Data items:
+ + + + + + +

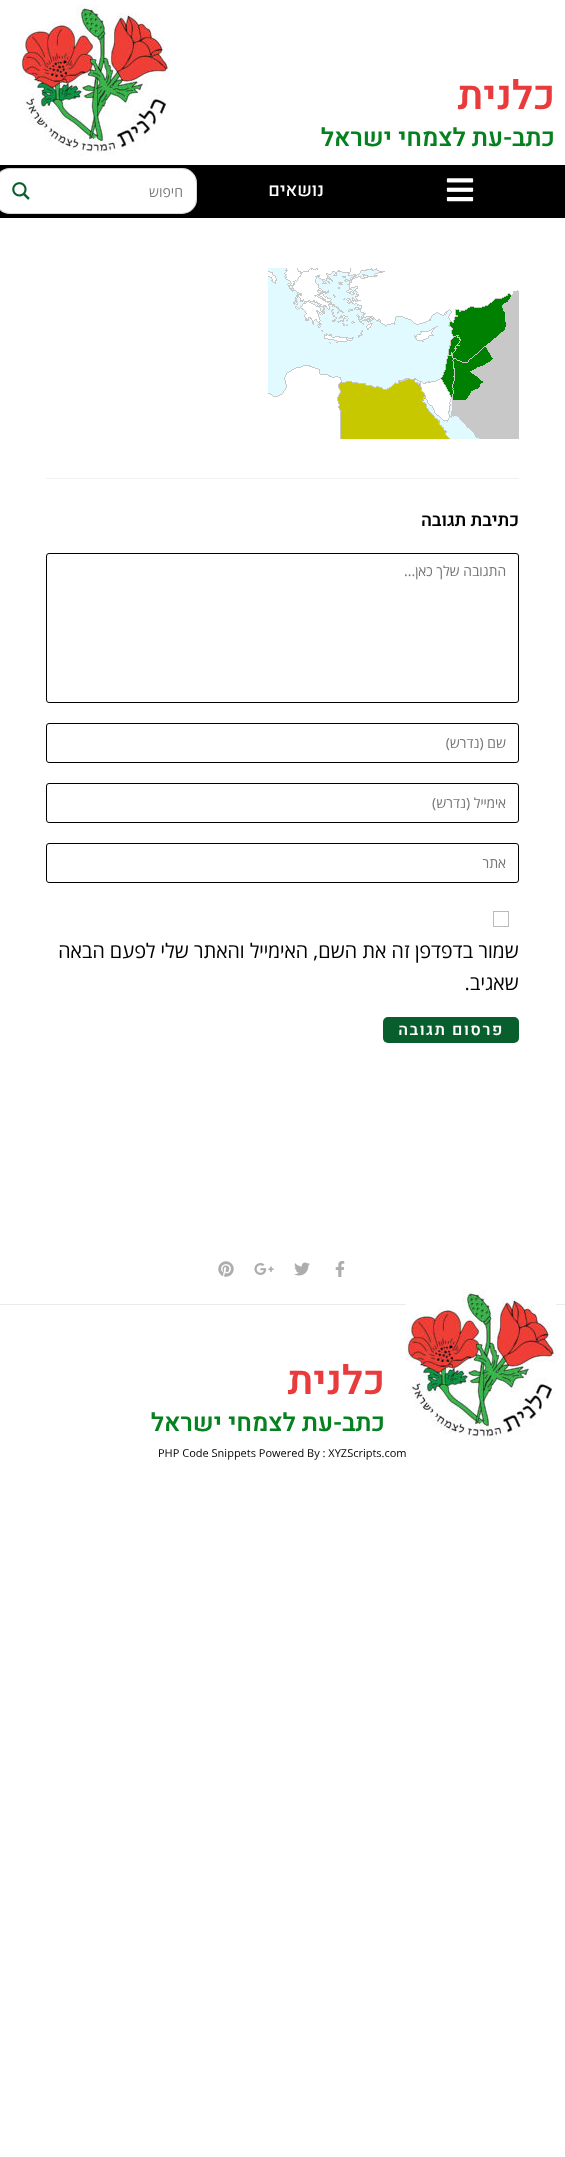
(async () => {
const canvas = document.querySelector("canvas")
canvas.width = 565
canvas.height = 2157
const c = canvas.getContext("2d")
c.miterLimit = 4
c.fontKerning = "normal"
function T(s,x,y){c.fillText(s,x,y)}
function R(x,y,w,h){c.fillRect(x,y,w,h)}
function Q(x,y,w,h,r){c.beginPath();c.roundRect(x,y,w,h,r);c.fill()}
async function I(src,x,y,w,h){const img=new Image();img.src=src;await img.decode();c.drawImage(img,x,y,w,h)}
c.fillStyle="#fff"
R(0,0,565,2157)
c.direction="rtl"
c.font="600 40px Heebo"
c.fillStyle="#e93a3c"
T("כלנית",555,109)
c.font="600 25px Heebo"
c.fillStyle="#06811f"
T("כתב-עת לצמחי ישראל",555,146)
await I("1.png",20,5,150,150)
c.fillStyle="#000"
R(0,165,565,53)
await I("2.png",446,178,28,24)
c.font="500 18px Heebo"
c.fillStyle="#fff"
T("נושאים",324,196)
Q(-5,168,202,46,15)
c.beginPath()
c.roundRect(-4.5,168.5,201,45,14.5)
c.strokeStyle="#7a7a7a4f"
c.stroke()
c.font="14px Open Sans"
c.fillStyle="#7d7d7d"
T("חיפוש",183,197)
await I("3.png",12,182,18,18)
await I("4.png",268,268,251,171)
c.fillStyle="#f1f1f1"
R(46,478,473,1)
c.font="600 18px Heebo"
c.fillStyle="#000"
T("כתיבת תגובה",519,526)
c.beginPath()
c.roundRect(46.5,553.5,472,149,2.5)
c.strokeStyle="#000"
c.stroke()
c.font="14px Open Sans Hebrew"
c.fillStyle="#757575"
T("התגובה שלך כאן...",506,576)
c.beginPath()
c.roundRect(46.5,723.5,472,39,2.5)
c.stroke()
T("שם (נדרש)",506,748)
c.beginPath()
c.roundRect(46.5,783.5,472,39,2.5)
c.stroke()
T("אימייל (נדרש)",506,808)
c.beginPath()
c.roundRect(46.5,843.5,472,39,2.5)
c.stroke()
T("אתר",506,868)
c.strokeStyle="#bbb"
c.strokeRect(493.5,911.5,15,15)
c.font="20px Open Sans Hebrew"
c.fillStyle="#000"
T("שמור בדפדפן זה את השם, האימייל והאתר שלי לפעם הבאה",519,958)
T("שאגיב.",519,990)
c.fillStyle="#085e2c"
Q(383,1017,136,26,5)
c.letterSpacing="1.6px"
c.font="600 16px Heebo"
c.fillStyle="#fff"
T("פרסום תגובה",504,1035)
await I("5.png",335,1261,10,16)
await I("6.png",294,1262,16,14)
await I("7.png",254,1263,20,12)
await I("8.png",218,1261,16,16)
c.fillStyle="#ebebeb"
R(0,1304,565,1)
await I("1.png",406,1290,150,150)
c.letterSpacing="0px"
c.font="600 40px Heebo"
c.fillStyle="#e93a3c"
T("כלנית",385,1394)
c.font="600 25px Heebo"
c.fillStyle="#06811f"
T("כתב-עת לצמחי ישראל",385,1431)
c.direction="ltr"
c.font="11px Open Sans Hebrew"
c.fillStyle="#000"
T("PHP Code Snippets Powered By : XYZScripts.com",158,1457)
})()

+ + + + + + +

**ASSIGNMENT:** The answer must be a single number: the count of lines in the data that contain the word "canvas".

**WRITTEN RESPONSE:** 4